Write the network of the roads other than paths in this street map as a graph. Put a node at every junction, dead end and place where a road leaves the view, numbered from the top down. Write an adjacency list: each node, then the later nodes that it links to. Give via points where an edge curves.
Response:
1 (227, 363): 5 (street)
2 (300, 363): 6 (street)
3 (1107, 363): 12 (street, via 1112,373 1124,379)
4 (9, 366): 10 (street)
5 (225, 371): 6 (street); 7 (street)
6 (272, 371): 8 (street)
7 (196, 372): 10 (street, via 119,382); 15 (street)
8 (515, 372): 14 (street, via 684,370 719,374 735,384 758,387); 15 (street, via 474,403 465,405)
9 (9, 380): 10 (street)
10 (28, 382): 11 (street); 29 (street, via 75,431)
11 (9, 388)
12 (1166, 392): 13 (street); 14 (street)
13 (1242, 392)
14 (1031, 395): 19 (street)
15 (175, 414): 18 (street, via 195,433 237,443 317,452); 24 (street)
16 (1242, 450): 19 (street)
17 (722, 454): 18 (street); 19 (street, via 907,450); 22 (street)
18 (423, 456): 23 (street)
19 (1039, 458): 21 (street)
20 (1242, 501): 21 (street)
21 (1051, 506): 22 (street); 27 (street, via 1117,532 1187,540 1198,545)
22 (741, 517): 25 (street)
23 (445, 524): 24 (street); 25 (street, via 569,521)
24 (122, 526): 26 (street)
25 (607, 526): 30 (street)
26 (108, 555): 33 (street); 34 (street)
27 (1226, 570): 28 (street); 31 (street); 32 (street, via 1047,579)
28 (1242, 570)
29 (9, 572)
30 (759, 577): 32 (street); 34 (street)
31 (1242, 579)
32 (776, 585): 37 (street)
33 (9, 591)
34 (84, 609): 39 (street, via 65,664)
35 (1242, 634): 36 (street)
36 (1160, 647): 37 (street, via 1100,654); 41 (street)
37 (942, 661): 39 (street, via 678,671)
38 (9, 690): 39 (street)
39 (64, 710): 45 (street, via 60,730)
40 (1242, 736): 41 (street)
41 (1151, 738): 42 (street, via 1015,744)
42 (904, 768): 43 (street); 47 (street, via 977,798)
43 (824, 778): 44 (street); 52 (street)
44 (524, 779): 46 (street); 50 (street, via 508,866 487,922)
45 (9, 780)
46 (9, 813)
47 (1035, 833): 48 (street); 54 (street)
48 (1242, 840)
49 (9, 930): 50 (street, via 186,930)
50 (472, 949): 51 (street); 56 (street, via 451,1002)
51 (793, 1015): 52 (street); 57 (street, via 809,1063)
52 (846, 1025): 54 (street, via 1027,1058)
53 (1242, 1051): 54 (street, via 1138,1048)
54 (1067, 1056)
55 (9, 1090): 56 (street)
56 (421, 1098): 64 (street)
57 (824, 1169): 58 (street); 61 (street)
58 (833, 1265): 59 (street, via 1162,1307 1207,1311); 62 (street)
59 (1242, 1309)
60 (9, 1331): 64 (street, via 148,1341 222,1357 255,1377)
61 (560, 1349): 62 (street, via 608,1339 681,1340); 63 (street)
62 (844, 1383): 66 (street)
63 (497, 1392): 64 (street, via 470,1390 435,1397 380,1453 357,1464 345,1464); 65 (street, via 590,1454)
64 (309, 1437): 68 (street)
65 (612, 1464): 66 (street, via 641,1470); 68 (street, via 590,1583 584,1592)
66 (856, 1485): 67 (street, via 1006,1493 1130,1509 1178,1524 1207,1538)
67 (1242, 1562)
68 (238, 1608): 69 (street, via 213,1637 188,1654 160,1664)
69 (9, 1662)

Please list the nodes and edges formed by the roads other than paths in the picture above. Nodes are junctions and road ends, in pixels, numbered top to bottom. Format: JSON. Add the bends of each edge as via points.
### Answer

——————————

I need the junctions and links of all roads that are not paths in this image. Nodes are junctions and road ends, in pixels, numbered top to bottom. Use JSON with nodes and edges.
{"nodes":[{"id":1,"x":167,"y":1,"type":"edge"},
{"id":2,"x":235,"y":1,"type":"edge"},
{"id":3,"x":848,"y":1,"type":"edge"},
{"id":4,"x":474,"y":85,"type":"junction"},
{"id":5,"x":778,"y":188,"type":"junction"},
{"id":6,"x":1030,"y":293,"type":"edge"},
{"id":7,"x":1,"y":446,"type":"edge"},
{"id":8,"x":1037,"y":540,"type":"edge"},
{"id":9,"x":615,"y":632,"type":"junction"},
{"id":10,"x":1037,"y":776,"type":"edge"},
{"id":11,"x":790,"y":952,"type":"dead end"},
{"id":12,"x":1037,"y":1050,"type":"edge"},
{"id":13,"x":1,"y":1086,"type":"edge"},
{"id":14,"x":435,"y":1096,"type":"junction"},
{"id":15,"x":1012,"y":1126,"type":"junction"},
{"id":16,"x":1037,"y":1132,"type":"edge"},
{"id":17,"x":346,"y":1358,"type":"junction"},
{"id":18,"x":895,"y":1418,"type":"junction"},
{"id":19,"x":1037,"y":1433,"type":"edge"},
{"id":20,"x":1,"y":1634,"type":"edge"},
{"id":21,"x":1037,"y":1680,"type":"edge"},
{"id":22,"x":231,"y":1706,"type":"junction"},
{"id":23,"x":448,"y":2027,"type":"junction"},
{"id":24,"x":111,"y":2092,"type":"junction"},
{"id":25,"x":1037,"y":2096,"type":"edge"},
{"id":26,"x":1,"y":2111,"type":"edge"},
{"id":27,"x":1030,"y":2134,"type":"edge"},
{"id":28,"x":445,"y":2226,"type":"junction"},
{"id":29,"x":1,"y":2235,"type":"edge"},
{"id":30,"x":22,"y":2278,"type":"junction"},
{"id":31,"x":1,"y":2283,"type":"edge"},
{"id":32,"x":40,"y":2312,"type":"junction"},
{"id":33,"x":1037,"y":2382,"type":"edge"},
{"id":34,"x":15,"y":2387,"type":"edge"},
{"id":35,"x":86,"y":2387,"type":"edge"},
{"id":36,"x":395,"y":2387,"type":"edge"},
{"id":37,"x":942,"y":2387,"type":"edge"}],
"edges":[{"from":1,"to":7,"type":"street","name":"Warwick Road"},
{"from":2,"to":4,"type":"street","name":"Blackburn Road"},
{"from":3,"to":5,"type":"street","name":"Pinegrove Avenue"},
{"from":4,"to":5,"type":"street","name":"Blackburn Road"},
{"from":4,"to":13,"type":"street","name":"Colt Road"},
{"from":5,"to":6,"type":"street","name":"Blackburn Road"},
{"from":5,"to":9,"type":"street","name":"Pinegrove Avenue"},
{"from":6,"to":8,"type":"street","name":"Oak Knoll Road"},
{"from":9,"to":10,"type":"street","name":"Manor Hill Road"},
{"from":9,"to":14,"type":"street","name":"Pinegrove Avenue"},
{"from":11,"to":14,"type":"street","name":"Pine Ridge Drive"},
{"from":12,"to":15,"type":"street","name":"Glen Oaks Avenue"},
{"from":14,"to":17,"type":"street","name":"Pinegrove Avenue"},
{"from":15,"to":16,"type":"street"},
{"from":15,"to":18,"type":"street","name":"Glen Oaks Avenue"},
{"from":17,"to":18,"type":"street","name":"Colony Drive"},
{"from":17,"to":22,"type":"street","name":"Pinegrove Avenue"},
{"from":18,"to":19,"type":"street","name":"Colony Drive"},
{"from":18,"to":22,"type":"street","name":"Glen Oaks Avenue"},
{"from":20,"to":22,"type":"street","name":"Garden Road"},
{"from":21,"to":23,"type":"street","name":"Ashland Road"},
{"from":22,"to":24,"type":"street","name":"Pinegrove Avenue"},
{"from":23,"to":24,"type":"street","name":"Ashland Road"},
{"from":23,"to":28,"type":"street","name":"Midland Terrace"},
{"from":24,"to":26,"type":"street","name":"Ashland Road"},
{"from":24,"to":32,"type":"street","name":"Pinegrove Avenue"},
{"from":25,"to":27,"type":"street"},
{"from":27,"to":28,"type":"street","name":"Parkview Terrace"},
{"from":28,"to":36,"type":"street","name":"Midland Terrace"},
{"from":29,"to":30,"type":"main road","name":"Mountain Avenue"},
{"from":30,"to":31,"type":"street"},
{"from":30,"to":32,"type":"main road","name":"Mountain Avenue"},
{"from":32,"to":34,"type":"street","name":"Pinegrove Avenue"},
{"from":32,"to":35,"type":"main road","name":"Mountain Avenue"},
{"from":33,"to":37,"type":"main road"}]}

——————————

▸ Required action: Looking at the data above, show all lines where the word "points" occurs.

▸ Reply:
Write the network of the roads other than paths in this street map as a graph. Put a node at every junction, dead end and place where a road leaves the view, numbered from the top down. Write an adjacency list: each node, then the later nodes that it links to. Give via points where an edge curves.
Please list the nodes and edges formed by the roads other than paths in the picture above. Nodes are junctions and road ends, in pixels, numbered top to bottom. Format: JSON. Add the bends of each edge as via points.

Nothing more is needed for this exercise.